J’ai mal à la France
Il m’est arrivé de prendre quelques cuites dans ma vie. Peut-être même plus que ça… J’ai rarement eu une telle gueule de bois…
Aujourd’hui j’ai un peu peur. Aujourd’hui j’ai mal à la France….
Pendant la campagne présidentielle, j’ai tenté d’éviter de tomber dans l’anti-sarkozysme primaire. Je me suis refusé par exemple à faire tourner les soupçons de fascisme qui pesaient sur le candidat. Comme ce mail qui résumait les travaux du politologue Lawrence Britt, qui a justement mis en évidence 14 éléments caractéristiques du fascisme. Et dont j’ai trop peur de deviner la présence dans le modèle de société qu’on nous propose. Bien sûr, dans ce 21eme siècle occidental qu’on nous présente comme tellement démocratique, le totalitarisme prend une forme nouvelle et moderne. Elle n’en est pas moins effrayante.
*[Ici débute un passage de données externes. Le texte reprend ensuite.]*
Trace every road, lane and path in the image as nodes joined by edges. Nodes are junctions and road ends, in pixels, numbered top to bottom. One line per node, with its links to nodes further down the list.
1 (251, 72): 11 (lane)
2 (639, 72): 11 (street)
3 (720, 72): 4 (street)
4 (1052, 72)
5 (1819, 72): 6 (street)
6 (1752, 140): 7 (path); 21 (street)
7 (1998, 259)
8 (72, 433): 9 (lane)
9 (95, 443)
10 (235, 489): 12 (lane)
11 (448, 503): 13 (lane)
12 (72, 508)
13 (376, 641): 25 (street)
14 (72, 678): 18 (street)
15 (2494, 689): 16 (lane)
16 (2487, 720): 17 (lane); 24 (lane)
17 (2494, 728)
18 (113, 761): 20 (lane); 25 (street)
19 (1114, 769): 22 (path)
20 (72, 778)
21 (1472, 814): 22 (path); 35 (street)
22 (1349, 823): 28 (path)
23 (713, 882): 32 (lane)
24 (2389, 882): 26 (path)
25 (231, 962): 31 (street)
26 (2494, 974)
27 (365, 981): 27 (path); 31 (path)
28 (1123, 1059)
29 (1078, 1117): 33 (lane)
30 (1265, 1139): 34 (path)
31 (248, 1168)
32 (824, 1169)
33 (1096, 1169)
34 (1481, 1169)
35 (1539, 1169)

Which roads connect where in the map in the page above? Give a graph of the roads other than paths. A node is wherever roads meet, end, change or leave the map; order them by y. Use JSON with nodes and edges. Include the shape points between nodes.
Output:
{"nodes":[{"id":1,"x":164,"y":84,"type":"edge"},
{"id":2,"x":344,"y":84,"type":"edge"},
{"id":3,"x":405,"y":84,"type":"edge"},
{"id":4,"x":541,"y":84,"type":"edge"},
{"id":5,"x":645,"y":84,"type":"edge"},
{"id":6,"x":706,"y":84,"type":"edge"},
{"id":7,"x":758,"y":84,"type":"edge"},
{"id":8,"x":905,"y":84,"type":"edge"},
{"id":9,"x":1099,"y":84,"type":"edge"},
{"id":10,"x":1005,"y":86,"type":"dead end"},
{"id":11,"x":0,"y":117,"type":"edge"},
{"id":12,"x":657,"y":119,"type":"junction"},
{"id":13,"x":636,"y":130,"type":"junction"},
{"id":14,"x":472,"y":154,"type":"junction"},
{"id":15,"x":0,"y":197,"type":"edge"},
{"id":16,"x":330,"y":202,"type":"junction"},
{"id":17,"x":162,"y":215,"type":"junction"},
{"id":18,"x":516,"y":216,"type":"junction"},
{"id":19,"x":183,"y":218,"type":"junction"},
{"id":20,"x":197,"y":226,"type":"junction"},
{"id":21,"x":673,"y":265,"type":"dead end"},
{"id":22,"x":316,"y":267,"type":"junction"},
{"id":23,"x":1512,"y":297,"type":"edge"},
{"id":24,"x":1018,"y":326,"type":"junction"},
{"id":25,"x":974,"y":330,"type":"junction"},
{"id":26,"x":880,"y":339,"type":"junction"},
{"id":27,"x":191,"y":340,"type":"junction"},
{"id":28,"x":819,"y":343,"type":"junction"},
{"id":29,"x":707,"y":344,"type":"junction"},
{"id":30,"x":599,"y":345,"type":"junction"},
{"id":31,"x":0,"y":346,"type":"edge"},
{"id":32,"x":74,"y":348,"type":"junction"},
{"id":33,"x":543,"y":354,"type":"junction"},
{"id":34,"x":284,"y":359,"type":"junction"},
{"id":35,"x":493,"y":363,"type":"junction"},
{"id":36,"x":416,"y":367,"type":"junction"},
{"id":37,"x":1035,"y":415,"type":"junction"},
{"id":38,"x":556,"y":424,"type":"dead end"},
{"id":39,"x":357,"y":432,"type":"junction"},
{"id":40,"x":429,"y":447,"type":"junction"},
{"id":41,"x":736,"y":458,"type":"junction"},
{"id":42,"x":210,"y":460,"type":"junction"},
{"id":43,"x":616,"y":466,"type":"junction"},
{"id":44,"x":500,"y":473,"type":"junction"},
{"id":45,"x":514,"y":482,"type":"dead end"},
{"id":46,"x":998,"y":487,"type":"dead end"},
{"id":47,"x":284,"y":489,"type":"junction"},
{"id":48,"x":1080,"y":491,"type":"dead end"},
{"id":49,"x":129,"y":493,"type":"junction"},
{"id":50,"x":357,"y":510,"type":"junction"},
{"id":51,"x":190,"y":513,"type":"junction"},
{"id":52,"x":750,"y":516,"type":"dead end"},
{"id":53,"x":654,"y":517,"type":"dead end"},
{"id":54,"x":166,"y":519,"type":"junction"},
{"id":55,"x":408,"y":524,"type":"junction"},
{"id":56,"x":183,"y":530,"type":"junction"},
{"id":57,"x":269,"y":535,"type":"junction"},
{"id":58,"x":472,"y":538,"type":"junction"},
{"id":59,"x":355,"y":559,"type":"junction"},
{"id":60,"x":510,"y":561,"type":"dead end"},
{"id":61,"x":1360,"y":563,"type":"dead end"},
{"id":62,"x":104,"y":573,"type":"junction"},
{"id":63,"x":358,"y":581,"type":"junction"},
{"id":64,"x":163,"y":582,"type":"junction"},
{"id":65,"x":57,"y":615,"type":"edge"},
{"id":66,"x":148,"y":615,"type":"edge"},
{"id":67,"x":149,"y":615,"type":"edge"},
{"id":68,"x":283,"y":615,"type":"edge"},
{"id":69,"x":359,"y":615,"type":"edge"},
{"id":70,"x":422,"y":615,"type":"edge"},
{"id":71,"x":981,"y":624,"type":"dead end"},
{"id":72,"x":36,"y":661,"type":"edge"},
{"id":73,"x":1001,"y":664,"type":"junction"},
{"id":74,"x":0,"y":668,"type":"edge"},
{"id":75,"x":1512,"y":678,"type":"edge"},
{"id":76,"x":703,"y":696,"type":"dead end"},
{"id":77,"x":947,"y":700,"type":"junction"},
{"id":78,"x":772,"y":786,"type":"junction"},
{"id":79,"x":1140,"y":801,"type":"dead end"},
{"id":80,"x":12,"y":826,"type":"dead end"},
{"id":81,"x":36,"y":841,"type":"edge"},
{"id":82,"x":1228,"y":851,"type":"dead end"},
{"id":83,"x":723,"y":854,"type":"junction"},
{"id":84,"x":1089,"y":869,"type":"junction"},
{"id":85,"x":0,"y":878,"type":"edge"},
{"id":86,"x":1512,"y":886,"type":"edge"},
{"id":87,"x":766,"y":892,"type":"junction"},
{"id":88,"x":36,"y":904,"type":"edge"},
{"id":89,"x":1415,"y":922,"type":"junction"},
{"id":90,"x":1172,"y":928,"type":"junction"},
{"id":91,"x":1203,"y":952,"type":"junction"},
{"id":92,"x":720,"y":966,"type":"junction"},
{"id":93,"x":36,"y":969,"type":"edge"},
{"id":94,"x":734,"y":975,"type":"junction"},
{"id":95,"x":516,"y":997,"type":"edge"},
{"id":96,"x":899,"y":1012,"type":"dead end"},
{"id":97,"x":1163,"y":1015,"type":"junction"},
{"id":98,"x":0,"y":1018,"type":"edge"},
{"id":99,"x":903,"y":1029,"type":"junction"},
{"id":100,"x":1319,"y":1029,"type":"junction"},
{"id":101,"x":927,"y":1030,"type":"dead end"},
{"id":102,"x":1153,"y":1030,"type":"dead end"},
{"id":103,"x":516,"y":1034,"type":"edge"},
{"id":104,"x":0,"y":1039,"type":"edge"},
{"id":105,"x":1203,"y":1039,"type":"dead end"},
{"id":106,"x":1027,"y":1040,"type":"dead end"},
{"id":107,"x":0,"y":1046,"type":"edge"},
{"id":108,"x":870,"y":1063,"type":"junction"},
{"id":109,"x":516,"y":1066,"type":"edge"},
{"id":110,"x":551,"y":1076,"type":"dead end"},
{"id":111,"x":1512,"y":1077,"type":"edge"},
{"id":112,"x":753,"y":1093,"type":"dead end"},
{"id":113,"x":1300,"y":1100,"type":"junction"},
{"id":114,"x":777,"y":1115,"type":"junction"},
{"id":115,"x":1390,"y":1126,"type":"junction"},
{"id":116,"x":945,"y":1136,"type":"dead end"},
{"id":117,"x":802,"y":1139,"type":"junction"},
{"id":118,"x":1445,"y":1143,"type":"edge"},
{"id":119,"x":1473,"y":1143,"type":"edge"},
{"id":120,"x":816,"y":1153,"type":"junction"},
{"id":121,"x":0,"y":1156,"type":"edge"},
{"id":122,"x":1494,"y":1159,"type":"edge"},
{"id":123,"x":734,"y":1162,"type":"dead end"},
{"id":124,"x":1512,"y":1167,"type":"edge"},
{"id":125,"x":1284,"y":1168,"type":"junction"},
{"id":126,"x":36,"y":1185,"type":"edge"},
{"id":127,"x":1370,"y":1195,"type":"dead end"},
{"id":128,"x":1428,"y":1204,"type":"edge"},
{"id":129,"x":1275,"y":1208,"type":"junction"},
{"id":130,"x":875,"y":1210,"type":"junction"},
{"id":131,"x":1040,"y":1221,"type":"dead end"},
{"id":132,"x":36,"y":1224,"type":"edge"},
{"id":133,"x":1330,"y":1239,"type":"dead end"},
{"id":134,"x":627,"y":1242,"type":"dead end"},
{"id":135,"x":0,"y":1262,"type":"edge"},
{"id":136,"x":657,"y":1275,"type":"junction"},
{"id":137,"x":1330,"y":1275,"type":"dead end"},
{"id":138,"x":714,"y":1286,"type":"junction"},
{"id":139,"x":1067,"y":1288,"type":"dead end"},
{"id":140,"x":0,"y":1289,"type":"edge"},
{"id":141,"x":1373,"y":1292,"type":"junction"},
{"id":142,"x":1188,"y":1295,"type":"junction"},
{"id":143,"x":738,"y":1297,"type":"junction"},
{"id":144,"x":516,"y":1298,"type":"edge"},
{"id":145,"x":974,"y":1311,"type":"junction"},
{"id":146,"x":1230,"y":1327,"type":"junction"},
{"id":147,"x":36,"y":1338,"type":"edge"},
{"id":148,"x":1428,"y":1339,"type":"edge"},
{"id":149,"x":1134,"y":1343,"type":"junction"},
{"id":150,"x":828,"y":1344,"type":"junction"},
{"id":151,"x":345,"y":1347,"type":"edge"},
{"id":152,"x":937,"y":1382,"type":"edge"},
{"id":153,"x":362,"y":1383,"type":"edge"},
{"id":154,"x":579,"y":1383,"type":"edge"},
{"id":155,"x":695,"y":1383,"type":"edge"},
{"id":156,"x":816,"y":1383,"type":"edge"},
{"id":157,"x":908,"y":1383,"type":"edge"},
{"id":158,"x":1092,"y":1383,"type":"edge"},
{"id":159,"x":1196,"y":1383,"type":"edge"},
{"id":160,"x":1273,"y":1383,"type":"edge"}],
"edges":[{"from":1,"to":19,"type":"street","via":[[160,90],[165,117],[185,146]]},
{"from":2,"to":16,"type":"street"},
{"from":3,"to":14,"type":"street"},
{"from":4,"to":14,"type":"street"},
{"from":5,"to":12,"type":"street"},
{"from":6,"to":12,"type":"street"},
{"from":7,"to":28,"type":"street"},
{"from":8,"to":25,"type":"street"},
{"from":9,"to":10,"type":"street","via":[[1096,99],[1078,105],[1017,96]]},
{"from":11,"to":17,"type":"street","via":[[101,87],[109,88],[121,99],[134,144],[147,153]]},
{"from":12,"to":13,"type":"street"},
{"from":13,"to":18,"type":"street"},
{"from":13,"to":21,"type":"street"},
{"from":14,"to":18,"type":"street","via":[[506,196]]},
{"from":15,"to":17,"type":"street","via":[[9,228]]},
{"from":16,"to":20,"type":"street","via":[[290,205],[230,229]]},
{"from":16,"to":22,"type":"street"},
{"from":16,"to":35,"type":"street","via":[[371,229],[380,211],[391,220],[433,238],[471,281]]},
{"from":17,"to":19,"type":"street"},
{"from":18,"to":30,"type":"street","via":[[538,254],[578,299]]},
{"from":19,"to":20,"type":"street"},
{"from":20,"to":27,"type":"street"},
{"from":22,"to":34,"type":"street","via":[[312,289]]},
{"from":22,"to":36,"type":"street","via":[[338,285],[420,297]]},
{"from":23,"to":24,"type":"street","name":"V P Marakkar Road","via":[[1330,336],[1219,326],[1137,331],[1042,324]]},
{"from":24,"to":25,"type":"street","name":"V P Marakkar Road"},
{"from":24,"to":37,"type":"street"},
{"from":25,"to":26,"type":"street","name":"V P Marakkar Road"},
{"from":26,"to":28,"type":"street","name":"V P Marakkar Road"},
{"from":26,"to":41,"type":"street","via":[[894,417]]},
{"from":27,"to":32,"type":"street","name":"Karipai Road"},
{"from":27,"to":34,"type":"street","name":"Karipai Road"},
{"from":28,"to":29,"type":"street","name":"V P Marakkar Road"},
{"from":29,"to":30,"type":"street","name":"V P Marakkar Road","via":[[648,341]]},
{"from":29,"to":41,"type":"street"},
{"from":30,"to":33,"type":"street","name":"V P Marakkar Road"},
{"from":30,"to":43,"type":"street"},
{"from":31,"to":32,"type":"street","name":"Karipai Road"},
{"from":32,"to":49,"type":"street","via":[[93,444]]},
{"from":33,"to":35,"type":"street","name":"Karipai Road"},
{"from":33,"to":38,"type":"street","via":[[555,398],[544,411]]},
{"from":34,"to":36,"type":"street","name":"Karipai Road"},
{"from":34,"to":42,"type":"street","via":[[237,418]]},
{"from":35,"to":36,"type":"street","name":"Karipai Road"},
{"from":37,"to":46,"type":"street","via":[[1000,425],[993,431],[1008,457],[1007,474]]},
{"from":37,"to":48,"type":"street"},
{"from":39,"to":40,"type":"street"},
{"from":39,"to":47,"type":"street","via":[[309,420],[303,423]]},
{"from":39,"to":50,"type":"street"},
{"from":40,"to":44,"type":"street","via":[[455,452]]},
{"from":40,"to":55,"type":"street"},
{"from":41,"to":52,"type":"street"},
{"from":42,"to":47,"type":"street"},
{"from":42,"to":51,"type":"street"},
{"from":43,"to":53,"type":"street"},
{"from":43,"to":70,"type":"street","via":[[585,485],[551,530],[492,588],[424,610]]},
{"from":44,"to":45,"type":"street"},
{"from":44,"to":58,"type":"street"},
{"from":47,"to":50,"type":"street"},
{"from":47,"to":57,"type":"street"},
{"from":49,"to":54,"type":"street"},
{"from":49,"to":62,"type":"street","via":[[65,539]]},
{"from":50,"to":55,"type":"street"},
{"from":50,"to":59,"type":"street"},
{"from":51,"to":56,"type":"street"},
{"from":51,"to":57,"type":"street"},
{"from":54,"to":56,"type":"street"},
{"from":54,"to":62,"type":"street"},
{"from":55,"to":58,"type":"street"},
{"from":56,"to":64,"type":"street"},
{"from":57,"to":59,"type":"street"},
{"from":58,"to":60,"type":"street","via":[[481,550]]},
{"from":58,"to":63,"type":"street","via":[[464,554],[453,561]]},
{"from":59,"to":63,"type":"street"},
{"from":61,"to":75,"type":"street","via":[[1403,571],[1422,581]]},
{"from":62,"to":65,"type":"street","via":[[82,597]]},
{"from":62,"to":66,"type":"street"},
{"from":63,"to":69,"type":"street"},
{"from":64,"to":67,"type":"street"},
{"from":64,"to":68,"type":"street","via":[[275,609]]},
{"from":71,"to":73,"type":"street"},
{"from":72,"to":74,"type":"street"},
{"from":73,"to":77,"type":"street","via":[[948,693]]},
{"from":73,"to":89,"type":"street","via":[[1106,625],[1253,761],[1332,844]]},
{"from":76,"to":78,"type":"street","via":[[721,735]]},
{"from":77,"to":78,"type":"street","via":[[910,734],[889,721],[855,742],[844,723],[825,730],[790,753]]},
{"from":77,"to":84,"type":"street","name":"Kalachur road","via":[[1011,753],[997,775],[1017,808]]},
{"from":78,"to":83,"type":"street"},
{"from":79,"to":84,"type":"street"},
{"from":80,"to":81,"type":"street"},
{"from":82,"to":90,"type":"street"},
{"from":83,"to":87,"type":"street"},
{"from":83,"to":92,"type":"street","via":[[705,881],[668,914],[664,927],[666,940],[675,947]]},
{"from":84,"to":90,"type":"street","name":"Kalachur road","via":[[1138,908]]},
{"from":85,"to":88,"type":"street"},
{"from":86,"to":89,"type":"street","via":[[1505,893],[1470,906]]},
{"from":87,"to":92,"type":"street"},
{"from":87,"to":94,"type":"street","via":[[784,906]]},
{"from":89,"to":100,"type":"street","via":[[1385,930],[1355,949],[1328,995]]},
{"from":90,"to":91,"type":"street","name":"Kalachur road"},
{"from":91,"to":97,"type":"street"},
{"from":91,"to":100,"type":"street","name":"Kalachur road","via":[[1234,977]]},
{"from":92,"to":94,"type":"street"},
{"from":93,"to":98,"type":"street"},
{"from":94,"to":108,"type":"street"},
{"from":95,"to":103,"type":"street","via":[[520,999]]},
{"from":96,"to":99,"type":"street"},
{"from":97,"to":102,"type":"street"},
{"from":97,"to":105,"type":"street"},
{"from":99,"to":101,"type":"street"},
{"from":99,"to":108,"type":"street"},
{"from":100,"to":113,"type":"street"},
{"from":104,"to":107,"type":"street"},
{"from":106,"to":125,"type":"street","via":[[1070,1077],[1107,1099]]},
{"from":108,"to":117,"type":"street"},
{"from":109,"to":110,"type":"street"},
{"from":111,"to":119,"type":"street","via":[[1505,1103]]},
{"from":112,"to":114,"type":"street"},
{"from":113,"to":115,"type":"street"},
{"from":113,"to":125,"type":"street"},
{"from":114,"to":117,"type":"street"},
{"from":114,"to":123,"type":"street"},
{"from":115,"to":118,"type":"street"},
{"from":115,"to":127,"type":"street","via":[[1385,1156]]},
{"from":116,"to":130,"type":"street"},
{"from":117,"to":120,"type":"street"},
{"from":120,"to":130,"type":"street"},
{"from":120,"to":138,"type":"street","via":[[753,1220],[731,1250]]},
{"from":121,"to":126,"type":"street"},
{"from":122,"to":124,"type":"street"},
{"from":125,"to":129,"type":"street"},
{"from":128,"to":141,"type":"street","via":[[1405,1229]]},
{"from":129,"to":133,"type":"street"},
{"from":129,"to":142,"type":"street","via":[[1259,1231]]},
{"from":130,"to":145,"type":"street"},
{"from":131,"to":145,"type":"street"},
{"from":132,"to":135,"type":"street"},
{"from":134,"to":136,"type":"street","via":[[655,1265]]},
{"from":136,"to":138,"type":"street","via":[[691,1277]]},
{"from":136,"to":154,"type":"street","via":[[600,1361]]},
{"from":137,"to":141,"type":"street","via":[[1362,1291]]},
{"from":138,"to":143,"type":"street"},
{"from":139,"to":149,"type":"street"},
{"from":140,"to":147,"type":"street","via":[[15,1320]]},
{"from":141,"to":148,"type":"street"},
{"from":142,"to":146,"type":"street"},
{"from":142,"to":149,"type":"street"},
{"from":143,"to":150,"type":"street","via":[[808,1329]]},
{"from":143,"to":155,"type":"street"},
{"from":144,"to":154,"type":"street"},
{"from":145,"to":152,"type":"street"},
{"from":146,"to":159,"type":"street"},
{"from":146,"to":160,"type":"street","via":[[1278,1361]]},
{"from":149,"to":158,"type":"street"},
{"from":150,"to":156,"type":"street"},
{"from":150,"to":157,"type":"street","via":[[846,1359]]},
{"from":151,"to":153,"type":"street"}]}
Deux éléments me semblent particulièrement révélateurs d’une certaine dérive. D’abord, la capacité de stigmatiser les boucs-émissaires, responsables de tous les maux de la société : les lève-tard, les assistés, la racaille évidemment, voire les soixante-huitards, ou, mieux encore, les « droits de l’hommiste », appelation méprisante de ceux dont le seul tort est de défendre la dignité la plus élémentaire. Ensuite, vient la fameuse collusion des pouvoirs politiques, économiques et médiatiques, si bien illustrée par les empires Bouygues, Lagardère et Dassault, venus de la puissance industrielle pour s’emparer d’un quasi-monopole de l’information. Qui contrôle ces empires ? Les fils de leurs pères. Des « Fils de » qui confirment bien que la société qu’on nous propose est celle de la transmission des privilèges. Et par conséquent celle du fossé grandissant des inégalités, dans une logique de monarchisation de la société. Sauf que le Roi est aujourd’hui élu. Vive le Roi !
Psychologie électorale
Le magazine « Psycho et cerveau » a réalisé une enquête sur la psychologie des élections. On découvre, sans aucun jugement de valeur à ce sujet, qu’un discours de droite s’appuie en général plus volontiers sur des concepts simples, tandis que le discours de gauche s’appuie sur une argumentation plus complexe en terme socio-économiques. En clair, on parlera plus facilement d’un côté de travail, d’argent, de réussite, de sécurité par exemple, tandis que de l’autre on s’apesantira plus volontiers sur la façon de lutter contre le chômage, ou sur les causes de l’insécurité et ses moyens de prévention.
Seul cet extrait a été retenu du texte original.